Sarika Gupta attempted – unsuccessfully – to become a home chef twice before she connected with We The Chefs in 2021. Since then, there’s been no looking back.
A champion of vegetarian cooking, Sarika’s repertoire extends from Old Delhi’s famous chaats to Lebanese falafel and mezze platters, and although she lives in Faridabad, an industrial town neighbouring Delhi, she has people eating out of her hand, literally, in places as far off from her home as Ghaziabad, Gurgaon and Rohini in Delhi’s north-west. She’s also on Amazon, where she retails her home-made packaged foods, notably her to-die-for mathri, accompanied by her specialty mango pickle.
On ‘Food Talk with Sourish’, Sarika attributes her success in her third attempt to become a home chef to four factors:
- The exposure provided to her by We The Chefs, which, she said, is the kind of platform she did not have access to in the time before the social media boom.
- Her ability to minimize her fixed costs by doing everything needed in her home kitchen – and not investing in a commercial setup or hiring additional staff. She is the designated cook, her gardener doubles as halwai (it’s a talent that Sarika has enabled), and her driver also pitches in. If she needs more people for specific tasks, she hires them per assignment according to her needs.
- She is also very careful about maintaining the highest hygiene standards as well as being regular with her social media exposure – for the second task, her daughter Varsha, an Accenture executive whom she describes as “a big part of my success”, helps her style her food and shoots pictures that are Instagram worthy.
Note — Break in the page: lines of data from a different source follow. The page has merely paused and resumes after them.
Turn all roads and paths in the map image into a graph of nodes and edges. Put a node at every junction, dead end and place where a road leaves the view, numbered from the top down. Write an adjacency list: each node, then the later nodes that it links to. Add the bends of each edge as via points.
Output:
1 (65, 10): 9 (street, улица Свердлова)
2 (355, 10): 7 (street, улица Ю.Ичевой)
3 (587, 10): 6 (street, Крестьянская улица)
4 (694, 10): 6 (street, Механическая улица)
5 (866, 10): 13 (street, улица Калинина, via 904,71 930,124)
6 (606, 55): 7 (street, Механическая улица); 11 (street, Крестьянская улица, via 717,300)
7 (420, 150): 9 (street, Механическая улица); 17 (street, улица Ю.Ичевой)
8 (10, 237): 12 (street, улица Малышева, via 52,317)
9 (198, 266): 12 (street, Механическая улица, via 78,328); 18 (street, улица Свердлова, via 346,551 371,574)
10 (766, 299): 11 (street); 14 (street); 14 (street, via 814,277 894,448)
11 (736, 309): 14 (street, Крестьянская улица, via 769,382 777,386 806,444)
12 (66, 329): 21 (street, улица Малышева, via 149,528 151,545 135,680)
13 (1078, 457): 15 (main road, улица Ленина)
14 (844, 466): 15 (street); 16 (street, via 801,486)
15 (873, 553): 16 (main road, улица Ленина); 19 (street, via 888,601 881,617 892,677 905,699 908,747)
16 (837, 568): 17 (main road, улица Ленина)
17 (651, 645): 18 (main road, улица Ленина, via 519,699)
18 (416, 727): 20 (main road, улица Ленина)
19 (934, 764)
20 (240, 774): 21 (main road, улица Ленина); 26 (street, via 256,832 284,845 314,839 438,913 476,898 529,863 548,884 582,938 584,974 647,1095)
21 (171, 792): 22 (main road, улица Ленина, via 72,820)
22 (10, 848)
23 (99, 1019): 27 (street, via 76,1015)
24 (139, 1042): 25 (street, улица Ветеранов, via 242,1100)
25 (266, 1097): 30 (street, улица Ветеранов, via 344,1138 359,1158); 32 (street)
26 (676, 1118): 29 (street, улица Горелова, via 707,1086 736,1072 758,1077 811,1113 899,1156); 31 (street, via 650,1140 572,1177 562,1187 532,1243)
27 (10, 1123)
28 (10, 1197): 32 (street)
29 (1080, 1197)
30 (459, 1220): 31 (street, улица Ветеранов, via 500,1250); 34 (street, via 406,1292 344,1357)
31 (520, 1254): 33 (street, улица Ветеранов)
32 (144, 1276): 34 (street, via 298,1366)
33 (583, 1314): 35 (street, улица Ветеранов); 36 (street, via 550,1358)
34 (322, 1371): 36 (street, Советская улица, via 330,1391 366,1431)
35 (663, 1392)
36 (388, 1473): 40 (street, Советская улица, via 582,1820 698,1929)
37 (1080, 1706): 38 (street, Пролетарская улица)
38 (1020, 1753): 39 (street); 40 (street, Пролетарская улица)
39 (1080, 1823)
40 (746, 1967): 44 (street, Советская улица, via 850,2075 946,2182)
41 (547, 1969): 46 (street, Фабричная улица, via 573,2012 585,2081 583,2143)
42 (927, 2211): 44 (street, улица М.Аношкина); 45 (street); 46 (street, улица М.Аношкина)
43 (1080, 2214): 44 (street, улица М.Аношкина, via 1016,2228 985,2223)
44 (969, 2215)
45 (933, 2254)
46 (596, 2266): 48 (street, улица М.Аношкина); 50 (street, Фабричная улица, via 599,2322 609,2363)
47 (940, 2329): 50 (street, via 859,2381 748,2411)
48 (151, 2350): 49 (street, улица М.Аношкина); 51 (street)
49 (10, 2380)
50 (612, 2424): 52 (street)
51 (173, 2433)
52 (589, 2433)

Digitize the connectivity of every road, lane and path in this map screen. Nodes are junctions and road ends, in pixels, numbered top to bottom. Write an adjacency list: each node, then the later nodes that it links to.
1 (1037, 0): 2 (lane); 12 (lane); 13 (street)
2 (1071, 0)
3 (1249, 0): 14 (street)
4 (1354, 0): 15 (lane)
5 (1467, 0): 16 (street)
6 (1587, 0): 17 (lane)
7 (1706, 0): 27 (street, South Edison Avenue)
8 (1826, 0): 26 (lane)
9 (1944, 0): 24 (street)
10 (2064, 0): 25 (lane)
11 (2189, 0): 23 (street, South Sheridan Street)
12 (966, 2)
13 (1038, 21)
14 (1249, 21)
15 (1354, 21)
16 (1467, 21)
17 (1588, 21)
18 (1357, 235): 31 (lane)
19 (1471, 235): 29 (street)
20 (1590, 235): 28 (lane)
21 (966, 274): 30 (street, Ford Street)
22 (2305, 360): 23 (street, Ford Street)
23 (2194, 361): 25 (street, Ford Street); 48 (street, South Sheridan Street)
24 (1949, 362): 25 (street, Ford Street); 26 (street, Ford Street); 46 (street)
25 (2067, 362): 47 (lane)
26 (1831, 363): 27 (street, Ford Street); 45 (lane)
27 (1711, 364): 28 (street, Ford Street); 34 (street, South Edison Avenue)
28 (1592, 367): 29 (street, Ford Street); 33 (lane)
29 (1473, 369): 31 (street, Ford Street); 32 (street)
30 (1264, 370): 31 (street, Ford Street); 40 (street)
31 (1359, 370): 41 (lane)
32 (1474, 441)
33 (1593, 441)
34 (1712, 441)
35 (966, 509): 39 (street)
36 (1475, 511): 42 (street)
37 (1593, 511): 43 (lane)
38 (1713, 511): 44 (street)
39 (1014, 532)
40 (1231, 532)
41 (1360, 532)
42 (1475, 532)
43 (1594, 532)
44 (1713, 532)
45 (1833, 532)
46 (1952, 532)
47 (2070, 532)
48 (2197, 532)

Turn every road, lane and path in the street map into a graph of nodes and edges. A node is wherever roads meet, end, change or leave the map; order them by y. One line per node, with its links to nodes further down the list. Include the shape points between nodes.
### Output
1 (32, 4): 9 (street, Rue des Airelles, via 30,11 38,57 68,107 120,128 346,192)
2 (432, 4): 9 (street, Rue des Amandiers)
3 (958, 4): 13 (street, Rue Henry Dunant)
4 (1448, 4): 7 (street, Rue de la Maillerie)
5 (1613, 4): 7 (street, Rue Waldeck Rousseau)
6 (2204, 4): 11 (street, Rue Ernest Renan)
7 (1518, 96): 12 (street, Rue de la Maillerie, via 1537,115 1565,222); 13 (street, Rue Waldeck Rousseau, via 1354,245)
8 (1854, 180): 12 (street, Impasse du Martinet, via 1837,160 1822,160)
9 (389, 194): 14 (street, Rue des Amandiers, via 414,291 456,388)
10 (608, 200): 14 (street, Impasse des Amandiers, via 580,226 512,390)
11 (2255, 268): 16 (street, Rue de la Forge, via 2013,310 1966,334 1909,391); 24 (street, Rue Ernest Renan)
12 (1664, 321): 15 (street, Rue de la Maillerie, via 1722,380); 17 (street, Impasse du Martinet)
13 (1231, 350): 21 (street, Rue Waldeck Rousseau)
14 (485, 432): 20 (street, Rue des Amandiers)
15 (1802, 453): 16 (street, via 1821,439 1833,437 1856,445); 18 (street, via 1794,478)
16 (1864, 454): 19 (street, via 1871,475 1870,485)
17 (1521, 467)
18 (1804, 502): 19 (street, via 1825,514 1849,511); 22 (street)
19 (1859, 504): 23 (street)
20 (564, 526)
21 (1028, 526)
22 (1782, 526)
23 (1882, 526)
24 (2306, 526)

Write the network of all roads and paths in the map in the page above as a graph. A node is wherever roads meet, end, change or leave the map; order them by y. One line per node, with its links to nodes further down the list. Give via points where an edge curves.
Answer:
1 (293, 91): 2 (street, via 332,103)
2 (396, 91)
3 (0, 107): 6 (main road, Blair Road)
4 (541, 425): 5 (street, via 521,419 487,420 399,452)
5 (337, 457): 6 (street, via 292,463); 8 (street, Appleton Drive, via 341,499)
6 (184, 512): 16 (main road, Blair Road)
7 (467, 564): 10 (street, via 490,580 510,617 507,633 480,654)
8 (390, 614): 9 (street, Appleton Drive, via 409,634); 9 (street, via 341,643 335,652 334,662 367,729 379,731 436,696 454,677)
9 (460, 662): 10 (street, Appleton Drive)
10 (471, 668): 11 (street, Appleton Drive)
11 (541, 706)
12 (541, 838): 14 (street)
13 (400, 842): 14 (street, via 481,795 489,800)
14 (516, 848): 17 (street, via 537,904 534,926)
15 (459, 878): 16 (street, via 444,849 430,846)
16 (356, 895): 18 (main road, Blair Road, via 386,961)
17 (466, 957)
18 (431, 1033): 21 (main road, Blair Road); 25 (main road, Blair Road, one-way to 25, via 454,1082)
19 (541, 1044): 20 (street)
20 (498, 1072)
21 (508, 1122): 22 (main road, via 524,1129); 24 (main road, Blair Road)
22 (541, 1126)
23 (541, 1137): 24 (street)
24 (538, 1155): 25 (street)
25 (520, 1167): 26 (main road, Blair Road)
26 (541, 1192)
- And of course, there’s no escaping hard work when one chooses to become a home chef. Sarika sometimes has to work non-stop from 3 a.m. till 12 midnight when she has to prepare an order for a party, but she knows that she can take it easy on the next day. There’s no slowdown, however, because there’s always a steady flow of orders – from laddus in the winter, to loads of gujiya during Holi and Diwali, to party treats throughout the year.
Sarika is such a dedicated vegetarian that although she grew up across the street from the iconic Moti Mahal restaurant in Daryaganj, she has never been to it. Instead, she has sampled all the chaats, kachoris, samosas, aloo tikkis and chhola-bhaturas that would be served piping hot on a lane opposite her house when she was growing up. It used to be called ‘Romeo Lane’ because boys and girls out on a date would crowd it after 6 p.m., enjoying the delicacies being served fresh off the kadhai.
The younger Sarika would also frequent Chawri Bazaar and Khari Baoli in what Delhiwallahs call ‘Dilli-6’, where she would get to dig into authentic chaat and samosas served with a sweet chutney made with either imli (tamarind) or amchoor (dry mango powder). Unsurprisingly, she bemoans the loss of that authentic taste because imli and amchoor have been replaced with cornflour and sugar.
Likewise, the kachalu (sliced taro) she insists on using in her papri chaat, in the time-honoured tradition of Purani Dilli, is missing from what is served commercially today. Kachalu lifts the taste of food, Sarika insists, besides ensuring authenticity.
With so much food around her, and having grown up in a food-loving Marwari family from Bhiwani, Haryana, Sarika looks back at how she used to be encouraged by her mother to cook food even before she reached her teens. “By the time I was 10, I was cooking regularly,” she remembers fondly. Her home, incidentally, was two floors above the school she went to, so she got plenty of time to cook!
It is this lifelong passion for cooking good food that Sarika brings to the table and she believes that people, especially in the post-Covid world, have started appreciating and trusting home chefs like her. “People trust us because they know they are getting home cooked fresh food,” Sarika says. “You won’t find, for instance, any food stocked up in my refrigerator because I do not believe in using ingredients kept in the deep freezer or serving re-heated frozen food.”
Having found takers for her packaged snacks on Amazon, Sarika’s big dream now is to set up a production unit to roll out her mathris and other drying namkeens, atta ke laddus and gujiyas. It is easy, she says, to scale up this part of her operations because the items have set recipes, whereas when she’s catering, the recipes vary according to the specificities of each order. “This is the place where I can grow,” Sarika says, referring to her big dream. “That is the place where I can earn a name for myself,” she adds, pointing to her life as a caterer.